START DATA SECTION

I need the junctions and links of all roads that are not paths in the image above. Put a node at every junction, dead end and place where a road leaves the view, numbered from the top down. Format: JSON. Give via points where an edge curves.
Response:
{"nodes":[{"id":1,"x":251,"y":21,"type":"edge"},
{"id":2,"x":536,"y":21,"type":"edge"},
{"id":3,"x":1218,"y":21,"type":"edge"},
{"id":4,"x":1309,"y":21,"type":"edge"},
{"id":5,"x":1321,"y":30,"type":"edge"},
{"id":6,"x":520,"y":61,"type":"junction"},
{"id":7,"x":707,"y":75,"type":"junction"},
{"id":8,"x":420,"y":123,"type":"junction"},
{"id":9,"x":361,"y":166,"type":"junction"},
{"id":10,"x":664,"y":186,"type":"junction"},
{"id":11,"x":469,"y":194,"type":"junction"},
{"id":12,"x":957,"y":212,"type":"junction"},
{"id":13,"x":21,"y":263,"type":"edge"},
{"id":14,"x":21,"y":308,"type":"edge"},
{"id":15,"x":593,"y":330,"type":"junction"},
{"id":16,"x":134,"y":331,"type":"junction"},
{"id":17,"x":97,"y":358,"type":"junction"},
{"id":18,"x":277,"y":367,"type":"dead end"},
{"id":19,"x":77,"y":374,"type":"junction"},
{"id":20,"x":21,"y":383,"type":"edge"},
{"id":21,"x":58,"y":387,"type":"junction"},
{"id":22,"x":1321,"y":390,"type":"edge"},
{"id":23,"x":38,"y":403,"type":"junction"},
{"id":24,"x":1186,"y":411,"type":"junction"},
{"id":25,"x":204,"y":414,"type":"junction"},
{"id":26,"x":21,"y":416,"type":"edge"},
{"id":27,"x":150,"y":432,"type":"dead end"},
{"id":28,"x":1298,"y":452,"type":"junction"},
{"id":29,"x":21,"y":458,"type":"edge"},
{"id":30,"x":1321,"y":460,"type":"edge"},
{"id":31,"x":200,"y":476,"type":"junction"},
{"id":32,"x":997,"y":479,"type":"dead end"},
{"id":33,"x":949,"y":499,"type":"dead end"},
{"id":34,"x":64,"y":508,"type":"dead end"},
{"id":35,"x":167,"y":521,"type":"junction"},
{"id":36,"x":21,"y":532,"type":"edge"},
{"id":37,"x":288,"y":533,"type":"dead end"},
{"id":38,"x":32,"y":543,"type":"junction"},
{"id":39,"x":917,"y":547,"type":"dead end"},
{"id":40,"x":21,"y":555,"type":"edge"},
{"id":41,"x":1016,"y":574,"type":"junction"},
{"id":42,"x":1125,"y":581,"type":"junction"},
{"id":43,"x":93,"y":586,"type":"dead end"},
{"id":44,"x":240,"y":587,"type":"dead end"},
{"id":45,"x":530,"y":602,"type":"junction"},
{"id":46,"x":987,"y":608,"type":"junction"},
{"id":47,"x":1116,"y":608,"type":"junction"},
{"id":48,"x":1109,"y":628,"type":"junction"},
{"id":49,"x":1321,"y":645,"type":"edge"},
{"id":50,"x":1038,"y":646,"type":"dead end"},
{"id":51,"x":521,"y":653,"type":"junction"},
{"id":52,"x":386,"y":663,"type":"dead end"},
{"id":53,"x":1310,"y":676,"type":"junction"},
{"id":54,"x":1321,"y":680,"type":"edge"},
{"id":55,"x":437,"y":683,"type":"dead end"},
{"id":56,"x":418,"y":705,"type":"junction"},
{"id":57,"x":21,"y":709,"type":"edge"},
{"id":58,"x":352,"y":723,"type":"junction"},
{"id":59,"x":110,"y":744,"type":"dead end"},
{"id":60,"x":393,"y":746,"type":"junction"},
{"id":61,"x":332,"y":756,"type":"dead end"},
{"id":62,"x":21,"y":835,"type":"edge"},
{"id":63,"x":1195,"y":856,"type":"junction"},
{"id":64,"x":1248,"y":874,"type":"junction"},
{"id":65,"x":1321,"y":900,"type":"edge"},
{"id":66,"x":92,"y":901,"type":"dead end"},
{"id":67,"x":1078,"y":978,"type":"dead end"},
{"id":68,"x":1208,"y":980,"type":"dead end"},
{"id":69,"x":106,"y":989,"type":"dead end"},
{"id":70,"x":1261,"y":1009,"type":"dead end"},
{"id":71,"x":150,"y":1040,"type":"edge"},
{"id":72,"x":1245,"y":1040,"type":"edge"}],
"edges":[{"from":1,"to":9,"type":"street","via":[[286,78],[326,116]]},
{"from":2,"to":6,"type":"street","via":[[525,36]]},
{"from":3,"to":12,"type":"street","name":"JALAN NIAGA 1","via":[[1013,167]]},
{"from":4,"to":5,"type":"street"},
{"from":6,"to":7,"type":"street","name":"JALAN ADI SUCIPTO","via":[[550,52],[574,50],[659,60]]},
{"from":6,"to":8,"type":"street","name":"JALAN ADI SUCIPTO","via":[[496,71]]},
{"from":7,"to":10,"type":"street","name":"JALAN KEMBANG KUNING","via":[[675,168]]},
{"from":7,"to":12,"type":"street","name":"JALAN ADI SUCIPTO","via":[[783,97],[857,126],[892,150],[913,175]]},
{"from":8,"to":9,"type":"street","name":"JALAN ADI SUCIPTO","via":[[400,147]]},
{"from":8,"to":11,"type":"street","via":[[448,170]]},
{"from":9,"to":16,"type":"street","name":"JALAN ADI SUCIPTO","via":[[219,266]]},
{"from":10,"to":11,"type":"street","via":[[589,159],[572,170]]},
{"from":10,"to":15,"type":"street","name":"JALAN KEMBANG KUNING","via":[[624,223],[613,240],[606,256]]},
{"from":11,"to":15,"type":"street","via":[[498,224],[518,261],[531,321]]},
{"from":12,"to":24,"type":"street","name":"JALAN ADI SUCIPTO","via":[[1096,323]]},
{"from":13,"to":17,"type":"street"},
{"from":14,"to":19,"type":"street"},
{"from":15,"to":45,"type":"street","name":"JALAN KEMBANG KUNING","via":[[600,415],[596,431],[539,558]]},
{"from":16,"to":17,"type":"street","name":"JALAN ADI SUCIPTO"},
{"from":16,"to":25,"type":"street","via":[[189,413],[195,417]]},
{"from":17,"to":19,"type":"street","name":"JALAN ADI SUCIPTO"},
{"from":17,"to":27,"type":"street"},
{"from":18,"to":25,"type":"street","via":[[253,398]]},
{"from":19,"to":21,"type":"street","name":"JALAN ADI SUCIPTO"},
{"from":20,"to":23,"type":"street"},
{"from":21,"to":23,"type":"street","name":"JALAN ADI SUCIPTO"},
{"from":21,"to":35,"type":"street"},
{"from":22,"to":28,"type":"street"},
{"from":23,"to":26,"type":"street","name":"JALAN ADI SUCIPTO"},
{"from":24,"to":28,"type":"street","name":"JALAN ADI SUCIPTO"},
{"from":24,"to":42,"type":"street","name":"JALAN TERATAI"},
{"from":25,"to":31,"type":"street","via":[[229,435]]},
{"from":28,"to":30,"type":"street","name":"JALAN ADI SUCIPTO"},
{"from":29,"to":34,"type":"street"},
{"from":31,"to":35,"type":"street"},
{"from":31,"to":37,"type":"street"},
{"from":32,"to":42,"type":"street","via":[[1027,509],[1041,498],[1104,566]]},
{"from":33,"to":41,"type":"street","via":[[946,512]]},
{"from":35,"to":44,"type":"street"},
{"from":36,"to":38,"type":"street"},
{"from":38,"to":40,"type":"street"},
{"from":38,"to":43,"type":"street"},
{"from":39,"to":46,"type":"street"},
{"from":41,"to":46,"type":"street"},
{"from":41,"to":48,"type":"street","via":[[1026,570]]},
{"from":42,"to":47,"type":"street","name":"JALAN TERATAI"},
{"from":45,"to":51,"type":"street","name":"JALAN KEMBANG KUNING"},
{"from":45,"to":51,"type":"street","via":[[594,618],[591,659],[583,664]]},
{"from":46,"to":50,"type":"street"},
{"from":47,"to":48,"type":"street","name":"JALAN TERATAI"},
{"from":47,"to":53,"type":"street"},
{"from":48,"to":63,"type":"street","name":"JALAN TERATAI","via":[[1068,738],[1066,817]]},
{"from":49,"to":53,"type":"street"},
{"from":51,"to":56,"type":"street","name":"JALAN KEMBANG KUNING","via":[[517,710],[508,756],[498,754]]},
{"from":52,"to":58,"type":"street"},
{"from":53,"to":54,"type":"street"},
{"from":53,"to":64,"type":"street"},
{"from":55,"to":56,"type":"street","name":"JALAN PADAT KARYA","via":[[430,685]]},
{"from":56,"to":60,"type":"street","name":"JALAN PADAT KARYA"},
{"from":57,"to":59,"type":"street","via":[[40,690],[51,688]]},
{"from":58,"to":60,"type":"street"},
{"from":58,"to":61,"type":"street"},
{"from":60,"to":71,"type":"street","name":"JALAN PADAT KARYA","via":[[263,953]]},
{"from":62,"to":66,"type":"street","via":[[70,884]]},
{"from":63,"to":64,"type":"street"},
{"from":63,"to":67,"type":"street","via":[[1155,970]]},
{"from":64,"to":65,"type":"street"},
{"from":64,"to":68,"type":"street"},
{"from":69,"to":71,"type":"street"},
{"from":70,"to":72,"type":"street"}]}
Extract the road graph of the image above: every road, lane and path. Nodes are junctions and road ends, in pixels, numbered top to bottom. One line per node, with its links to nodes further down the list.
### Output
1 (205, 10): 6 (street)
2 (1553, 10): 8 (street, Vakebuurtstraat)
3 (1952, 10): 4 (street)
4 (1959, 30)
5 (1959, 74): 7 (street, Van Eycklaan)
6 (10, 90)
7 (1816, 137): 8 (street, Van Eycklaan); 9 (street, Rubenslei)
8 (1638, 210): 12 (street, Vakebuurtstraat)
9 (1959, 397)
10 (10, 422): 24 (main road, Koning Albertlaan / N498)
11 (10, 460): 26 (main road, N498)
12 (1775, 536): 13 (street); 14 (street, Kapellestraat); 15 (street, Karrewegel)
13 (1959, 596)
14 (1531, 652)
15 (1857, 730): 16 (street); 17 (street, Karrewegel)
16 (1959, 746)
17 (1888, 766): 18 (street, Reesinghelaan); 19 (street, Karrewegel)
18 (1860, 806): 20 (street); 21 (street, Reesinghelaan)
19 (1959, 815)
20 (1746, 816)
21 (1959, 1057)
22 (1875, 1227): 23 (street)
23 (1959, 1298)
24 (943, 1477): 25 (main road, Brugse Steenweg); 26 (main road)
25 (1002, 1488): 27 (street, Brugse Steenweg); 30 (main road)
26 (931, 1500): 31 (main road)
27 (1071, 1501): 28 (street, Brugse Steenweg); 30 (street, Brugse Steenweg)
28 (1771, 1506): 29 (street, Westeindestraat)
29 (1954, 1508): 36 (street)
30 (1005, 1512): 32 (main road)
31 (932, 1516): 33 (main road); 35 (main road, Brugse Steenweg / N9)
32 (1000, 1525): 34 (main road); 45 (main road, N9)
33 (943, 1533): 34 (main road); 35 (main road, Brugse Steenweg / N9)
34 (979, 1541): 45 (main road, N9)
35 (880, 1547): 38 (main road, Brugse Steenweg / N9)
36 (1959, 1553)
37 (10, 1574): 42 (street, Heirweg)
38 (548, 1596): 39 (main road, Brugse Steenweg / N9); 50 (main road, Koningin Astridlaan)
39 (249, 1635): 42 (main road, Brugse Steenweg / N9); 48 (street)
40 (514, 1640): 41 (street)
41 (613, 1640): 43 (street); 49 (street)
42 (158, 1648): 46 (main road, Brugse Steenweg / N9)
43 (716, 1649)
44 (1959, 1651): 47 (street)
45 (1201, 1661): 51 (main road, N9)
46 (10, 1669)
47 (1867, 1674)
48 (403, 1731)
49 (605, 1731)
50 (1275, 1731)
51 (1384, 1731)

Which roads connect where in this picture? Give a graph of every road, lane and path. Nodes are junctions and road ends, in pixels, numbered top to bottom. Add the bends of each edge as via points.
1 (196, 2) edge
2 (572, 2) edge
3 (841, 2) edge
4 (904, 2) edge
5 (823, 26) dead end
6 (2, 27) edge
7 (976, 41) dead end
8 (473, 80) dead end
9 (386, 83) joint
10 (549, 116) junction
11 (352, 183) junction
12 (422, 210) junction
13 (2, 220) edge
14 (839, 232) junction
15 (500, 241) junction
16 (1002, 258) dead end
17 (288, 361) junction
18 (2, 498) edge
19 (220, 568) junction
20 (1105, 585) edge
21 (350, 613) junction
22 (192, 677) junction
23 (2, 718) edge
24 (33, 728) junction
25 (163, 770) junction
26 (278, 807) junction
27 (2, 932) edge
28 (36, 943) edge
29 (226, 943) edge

END DATA SECTION

WORK ORDER. From the listing above, copy every line where the string "Reesinghelaan" is found.

TASK RESULT.
17 (1888, 766): 18 (street, Reesinghelaan); 19 (street, Karrewegel)
18 (1860, 806): 20 (street); 21 (street, Reesinghelaan)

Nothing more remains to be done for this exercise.